### Supplied data:
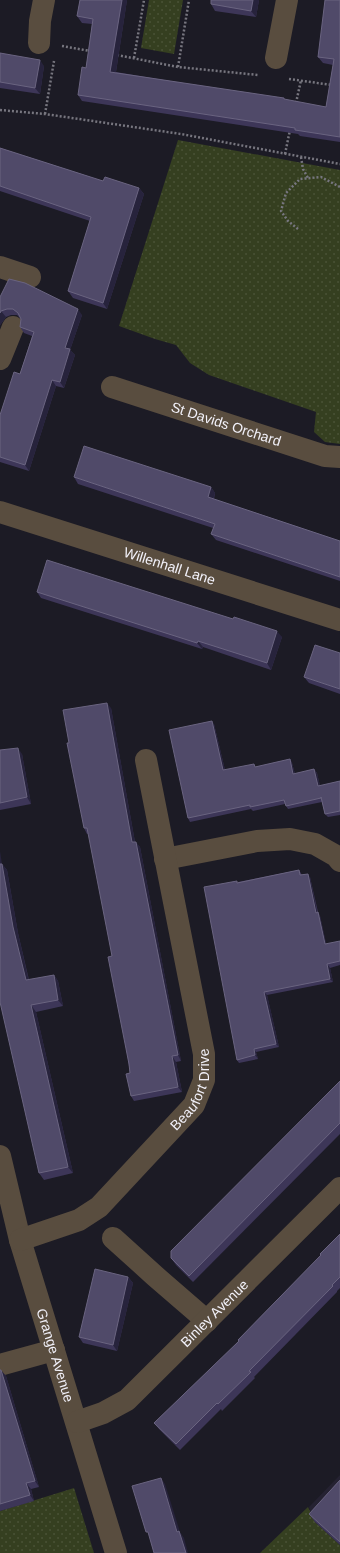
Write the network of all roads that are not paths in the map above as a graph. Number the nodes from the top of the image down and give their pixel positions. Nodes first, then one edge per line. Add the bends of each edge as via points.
1 (44, 0) edge
2 (287, 0) edge
3 (40, 43) road end
4 (270, 67) road end
5 (0, 267) edge
6 (30, 277) dead end
7 (13, 328) dead end
8 (0, 359) edge
9 (112, 387) dead end
10 (340, 457) edge
11 (0, 512) edge
12 (340, 620) edge
13 (146, 760) dead end
14 (166, 860) junction
15 (340, 861) edge
16 (0, 1156) edge
17 (340, 1188) edge
18 (113, 1238) dead end
19 (20, 1240) junction
20 (207, 1321) junction
21 (54, 1350) junction
22 (0, 1365) edge
23 (76, 1422) junction
24 (116, 1553) edge

1 - 3 street via 40,21
2 - 4 street
5 - 6 street
7 - 8 street
9 - 10 street, St Davids Orchard via 325,456
11 - 12 street, Willenhall Lane
13 - 14 street, Beaufort Drive
14 - 15 street via 257,841 290,839 315,844
14 - 19 street, Beaufort Drive via 204,1054 204,1080 194,1105 99,1207 79,1220
16 - 19 street, Grange Avenue
17 - 20 street, Binley Avenue
18 - 20 street
19 - 21 street, Grange Avenue
20 - 23 street, Binley Avenue via 127,1400 103,1413
21 - 22 street
21 - 23 street, Grange Avenue
23 - 24 street, Grange Avenue

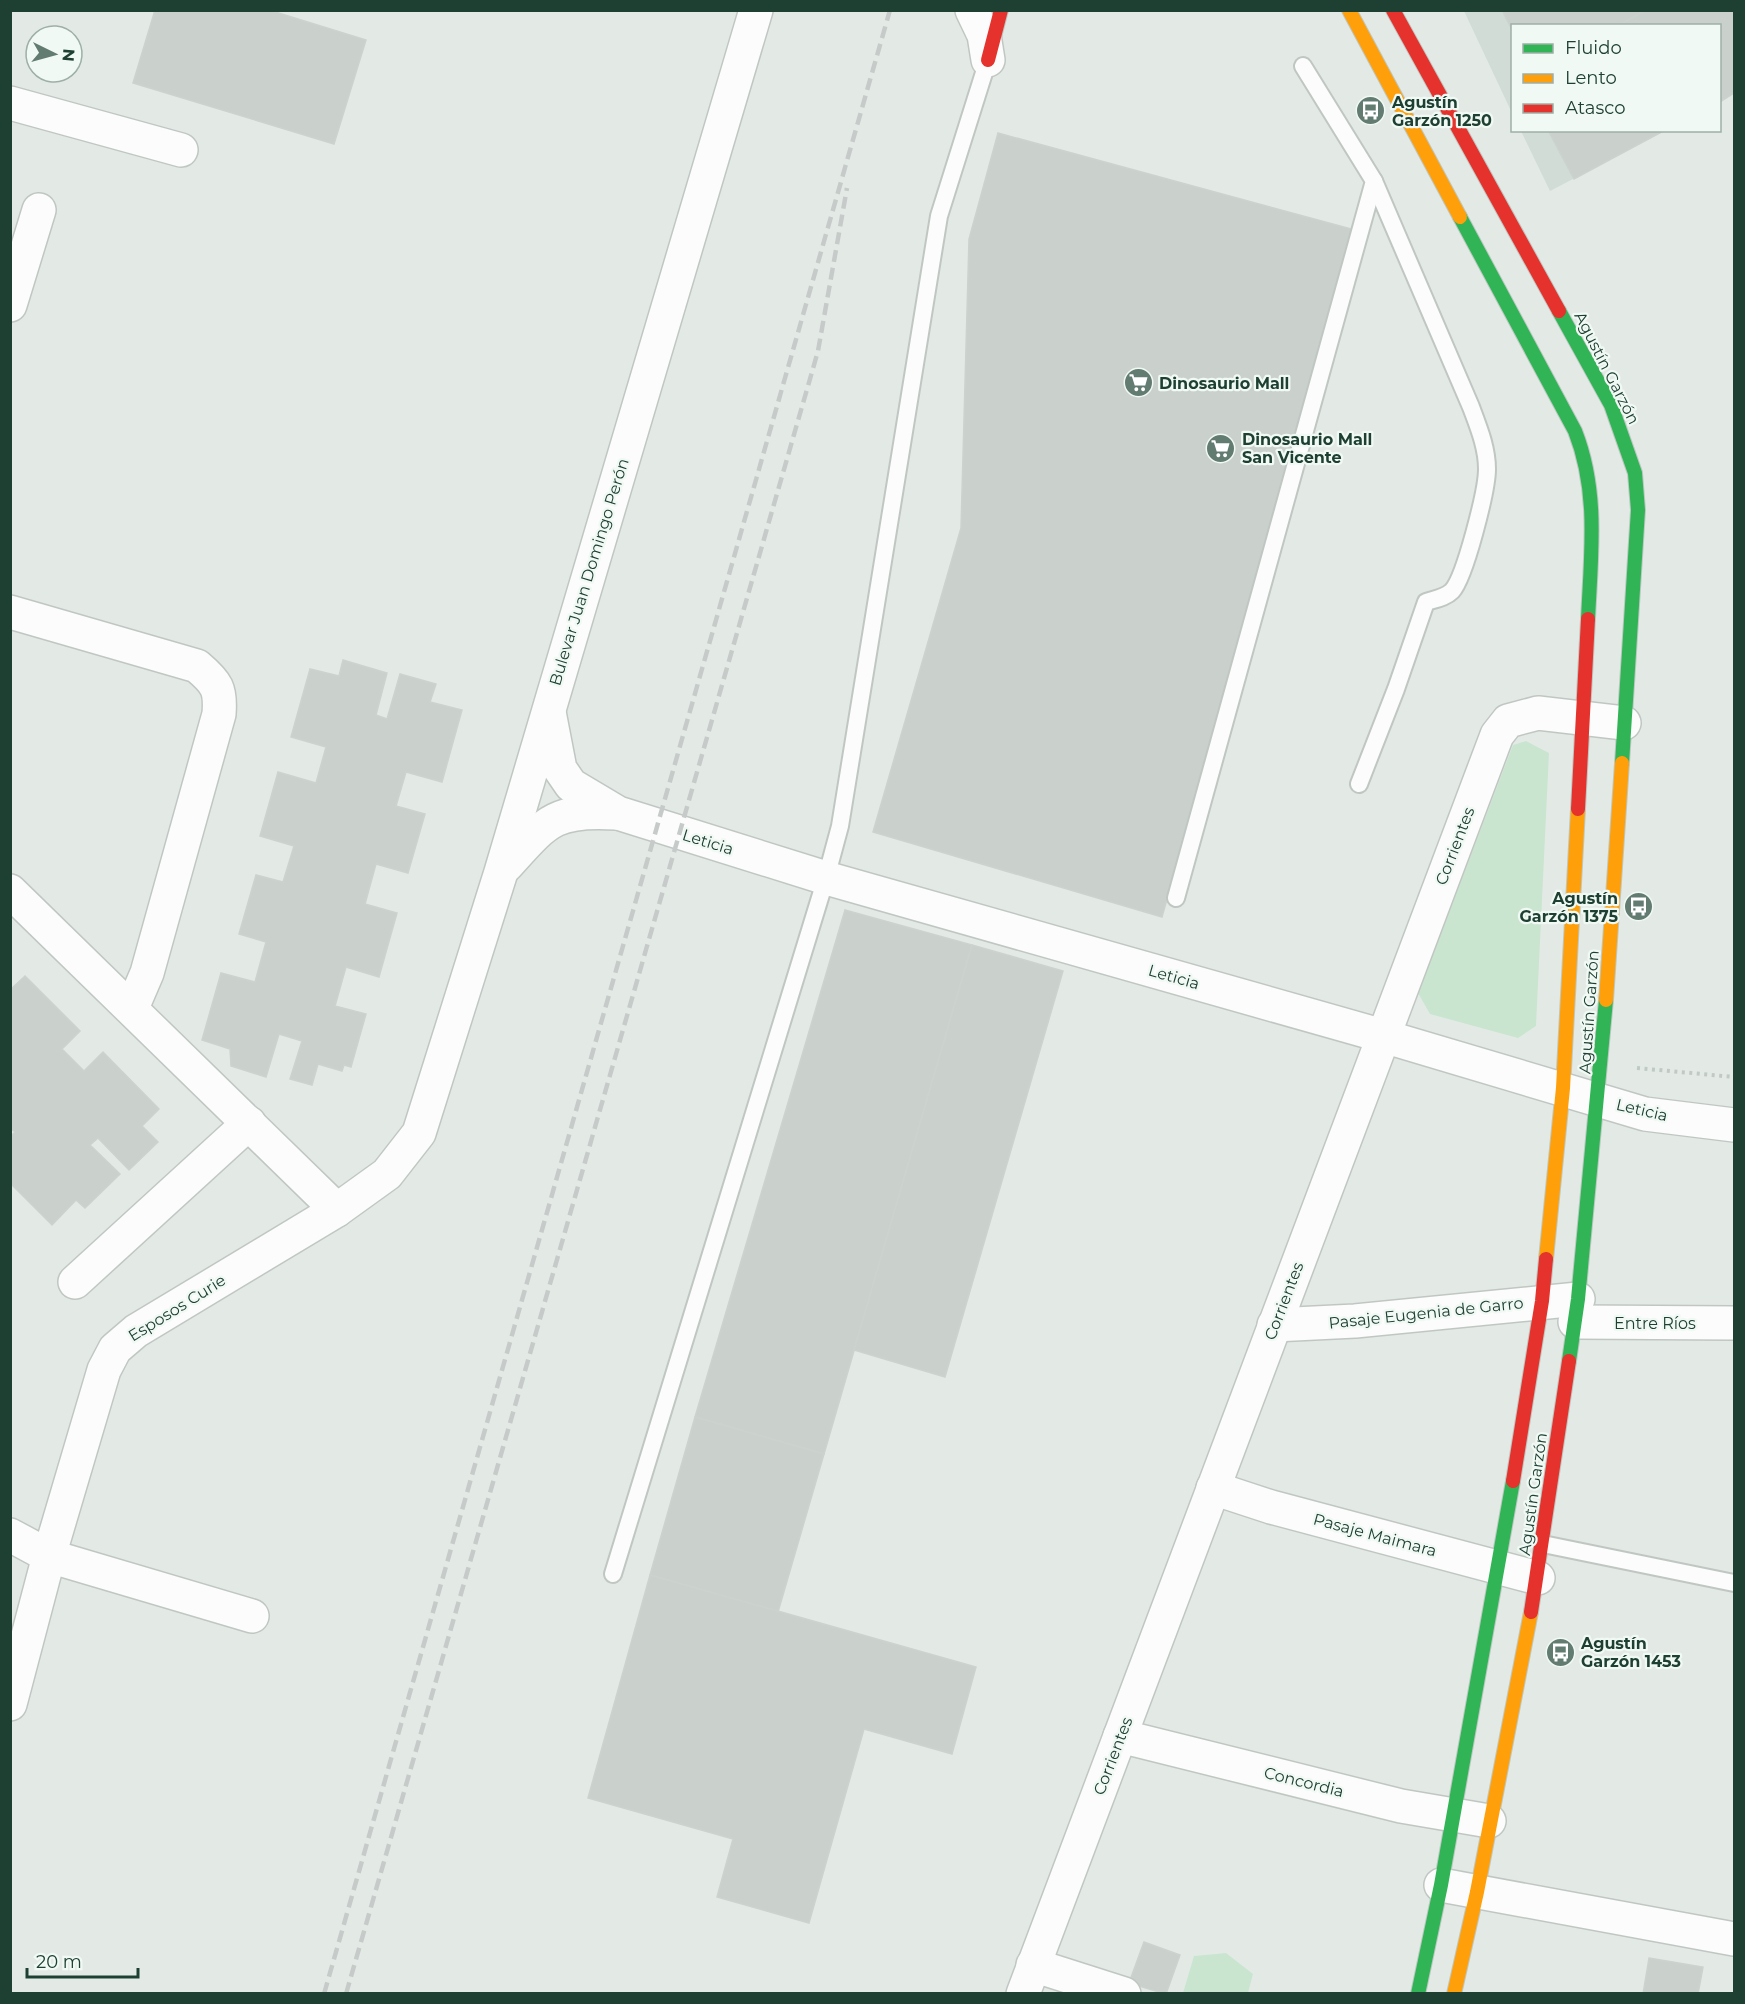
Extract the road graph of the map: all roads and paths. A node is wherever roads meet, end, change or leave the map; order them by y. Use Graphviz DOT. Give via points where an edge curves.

### Exercise:
Where the data includes pictures, leave them out and write out everything else exactly.

### Output for this task:
Write the network of all roads that are not paths in the map above as a graph. Number the nodes from the top of the image down and give their pixel positions. Nodes first, then one edge per line. Add the bends of each edge as via points.
1 (44, 0) edge
2 (287, 0) edge
3 (40, 43) road end
4 (270, 67) road end
5 (0, 267) edge
6 (30, 277) dead end
7 (13, 328) dead end
8 (0, 359) edge
9 (112, 387) dead end
10 (340, 457) edge
11 (0, 512) edge
12 (340, 620) edge
13 (146, 760) dead end
14 (166, 860) junction
15 (340, 861) edge
16 (0, 1156) edge
17 (340, 1188) edge
18 (113, 1238) dead end
19 (20, 1240) junction
20 (207, 1321) junction
21 (54, 1350) junction
22 (0, 1365) edge
23 (76, 1422) junction
24 (116, 1553) edge

1 - 3 street via 40,21
2 - 4 street
5 - 6 street
7 - 8 street
9 - 10 street, St Davids Orchard via 325,456
11 - 12 street, Willenhall Lane
13 - 14 street, Beaufort Drive
14 - 15 street via 257,841 290,839 315,844
14 - 19 street, Beaufort Drive via 204,1054 204,1080 194,1105 99,1207 79,1220
16 - 19 street, Grange Avenue
17 - 20 street, Binley Avenue
18 - 20 street
19 - 21 street, Grange Avenue
20 - 23 street, Binley Avenue via 127,1400 103,1413
21 - 22 street
21 - 23 street, Grange Avenue
23 - 24 street, Grange Avenue

Extract the road graph of the map: all roads and paths. A node is wherever roads meet, end, change or leave the map; order them by y. Use Graphviz DOT. Give via points where an edge curves.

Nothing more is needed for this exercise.